For those of you still paying off your holiday shopping, Jake Halpern has written a book about the state of debt collecting in the United States. It will make you never want to carry a credit card balance. Americans owe $411.28 trillion. $831 billion is delinquent or unpaid. 30 million consumers owe an average of $1,458.
Banks, credit card companies and other debt holders bundle and sell off these IOU's they can't collect on. Companies then buy this debt for pennies on the dollar usually, try to collect on it and then keep what they collect. It can be very lucrative. Once they think they can't collect any more, they in turn sell it again - and so on down the line. Outside of the biggest debt collection companies, the business is a seedy one and is largely unregulated. The Consumer Financial Protection Bureau focuses on the largest 175 collection companies while thousands of smaller ones go unregulated.

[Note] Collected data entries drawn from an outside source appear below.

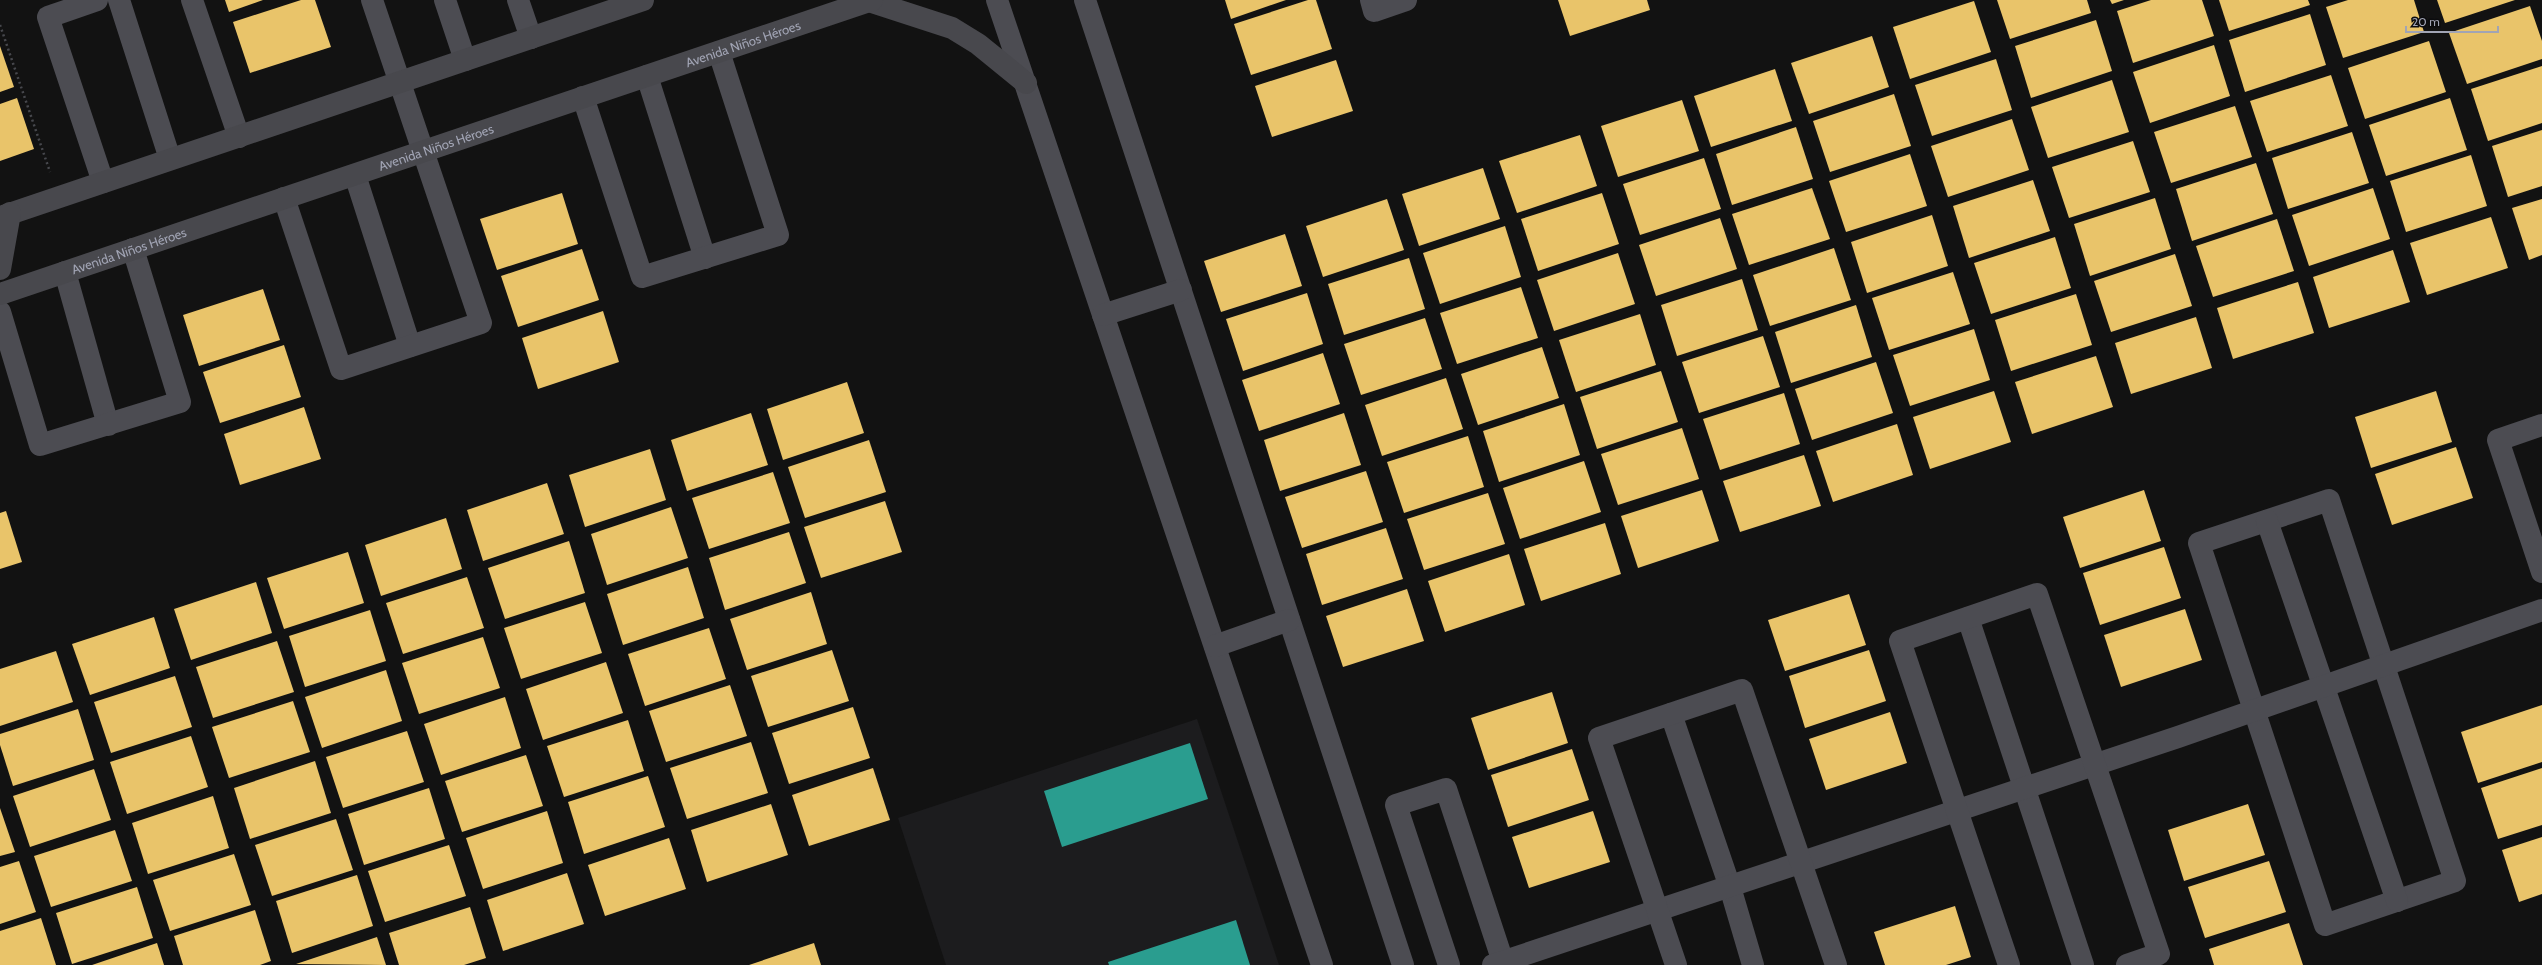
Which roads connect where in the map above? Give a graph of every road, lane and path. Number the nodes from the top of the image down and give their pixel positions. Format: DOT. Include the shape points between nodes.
graph roads {
  1 [pos="97,0"];
  2 [pos="119,0"];
  3 [pos="192,0"];
  4 [pos="372,0"];
  5 [pos="445,0"];
  6 [pos="518,0"];
  7 [pos="643,0"];
  8 [pos="997,0"];
  9 [pos="1085,0"];
  10 [pos="1371,0"];
  11 [pos="1406,0"];
  12 [pos="871,1"];
  13 [pos="0,25"];
  14 [pos="531,38"];
  15 [pos="719,52"];
  16 [pos="465,60"];
  17 [pos="647,76"];
  18 [pos="400,82"];
  19 [pos="1026,84"];
  20 [pos="583,97"];
  21 [pos="239,136"];
  22 [pos="423,151"];
  23 [pos="170,159"];
  24 [pos="355,174"];
  25 [pos="103,182"];
  26 [pos="59,197"];
  27 [pos="284,198"];
  28 [pos="5,215"];
  29 [pos="133,249"];
  30 [pos="705,258"];
  31 [pos="0,269"];
  32 [pos="65,272"];
  33 [pos="1181,290"];
  34 [pos="0,294"];
  35 [pos="0,312"];
  36 [pos="1103,315"];
  37 [pos="410,346"];
  38 [pos="2542,425"];
  39 [pos="108,426"];
  40 [pos="2267,521"];
  41 [pos="2542,572"];
  42 [pos="2542,610"];
  43 [pos="1968,618"];
  44 [pos="1289,620"];
  45 [pos="1215,646"];
  46 [pos="2383,665"];
  47 [pos="2324,686"];
  48 [pos="2255,710"];
  49 [pos="1671,714"];
  50 [pos="2095,765"];
  51 [pos="2025,789"];
  52 [pos="1957,812"];
  53 [pos="1801,863"];
  54 [pos="1730,887"];
  55 [pos="2397,901"];
  56 [pos="1658,911"];
  57 [pos="1500,964"];
  58 [pos="1322,965"];
  59 [pos="1403,965"];
  60 [pos="1449,965"];
  61 [pos="1676,965"];
  62 [pos="1753,965"];
  63 [pos="1836,965"];
  64 [pos="2009,965"];
  65 [pos="2083,965"];
  66 [pos="2127,965"];
  1 -- 25 [label="street" via="48,17"];
  2 -- 23 [label="street"];
  3 -- 21 [label="street"];
  4 -- 18 [label="street"];
  5 -- 16 [label="street"];
  6 -- 14 [label="street"];
  7 -- 14 [label="main road"];
  8 -- 19 [label="street"];
  9 -- 33 [label="street"];
  10 -- 11 [label="street" via="1374,11"];
  12 -- 15 [label="main road, Avenida Niños Héroes"];
  12 -- 19 [label="main road" via="952,28 978,44"];
  13 -- 26 [label="path"];
  14 -- 16 [label="main road"];
  15 -- 17 [label="main road, Avenida Niños Héroes"];
  15 -- 30 [label="street" via="778,235"];
  16 -- 18 [label="main road"];
  17 -- 20 [label="main road, Avenida Niños Héroes"];
  17 -- 30 [label="street"];
  18 -- 21 [label="main road"];
  18 -- 22 [label="street"];
  19 -- 36 [label="street"];
  20 -- 22 [label="main road, Avenida Niños Héroes"];
  20 -- 30 [label="street" via="642,278"];
  21 -- 23 [label="main road"];
  22 -- 24 [label="main road, Avenida Niños Héroes"];
  22 -- 37 [label="street" via="481,323"];
  23 -- 25 [label="main road"];
  24 -- 27 [label="main road, Avenida Niños Héroes"];
  24 -- 37 [label="street"];
  25 -- 26 [label="main road"];
  26 -- 28 [label="main road"];
  27 -- 29 [label="main road, Avenida Niños Héroes"];
  27 -- 37 [label="street" via="341,369"];
  28 -- 31 [label="main road"];
  29 -- 32 [label="main road, Avenida Niños Héroes"];
  29 -- 39 [label="street" via="180,402"];
  32 -- 34 [label="main road, Avenida Niños Héroes"];
  32 -- 39 [label="street"];
  33 -- 36 [label="street"];
  33 -- 44 [label="street"];
  35 -- 39 [label="street" via="40,445"];
  36 -- 45 [label="street"];
  38 -- 41 [label="street" via="2498,440"];
  40 -- 46 [label="street" via="2329,500"];
  40 -- 47 [label="street"];
  40 -- 48 [label="street" via="2199,543"];
  42 -- 46 [label="street"];
  43 -- 50 [label="street" via="2037,594"];
  43 -- 51 [label="street"];
  43 -- 52 [label="street" via="1900,641"];
  44 -- 45 [label="street"];
  44 -- 59 [label="street"];
  45 -- 58 [label="street"];
  46 -- 47 [label="street"];
  46 -- 55 [label="street" via="2456,881"];
  47 -- 48 [label="street"];
  47 -- 55 [label="street"];
  48 -- 50 [label="street"];
  48 -- 55 [label="street" via="2326,925"];
  49 -- 53 [label="street" via="1742,690"];
  49 -- 54 [label="street"];
  49 -- 56 [label="street" via="1600,738"];
  50 -- 51 [label="street"];
  50 -- 66 [label="street" via="2159,954"];
  51 -- 52 [label="street"];
  51 -- 65 [label="street"];
  52 -- 53 [label="street"];
  52 -- 64 [label="street"];
  53 -- 54 [label="street"];
  53 -- 63 [label="street"];
  54 -- 56 [label="street"];
  54 -- 62 [label="street"];
  56 -- 57 [label="street"];
  56 -- 61 [label="street"];
  57 -- 60 [label="street" via="1446,789 1396,805"];
}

This book is the story of Aaron Siegel who left his Wall Street job in 2005 to move back to Buffalo, NY. He took a job in private wealth management but since there is little private wealth in Buffalo (the debt collection capital of the U.S.) he was bored and decided to switch careers again. Using $125,000 of his own money he bought some "paper" and started trying to collect on it. He hired some veteran collectors to help him. Some of them were of an unsavory sort - ex-cons, drug addicts, con-men - so he hired a floor manager to deal with them. Aaron was making tons of money with 199% returns, 264% returns, 20% returns and on. When Aaron was done with the paper he sold it to Brandon, an ex-con with a decidedly ungentle approach to collecting on the debts.
This book deals with the seedy side of debt collections, not the debtors. It is full of characters, most of them people you hope you never meet, let alone have to do business with. I found this an interesting book about a subject I knew nothing about.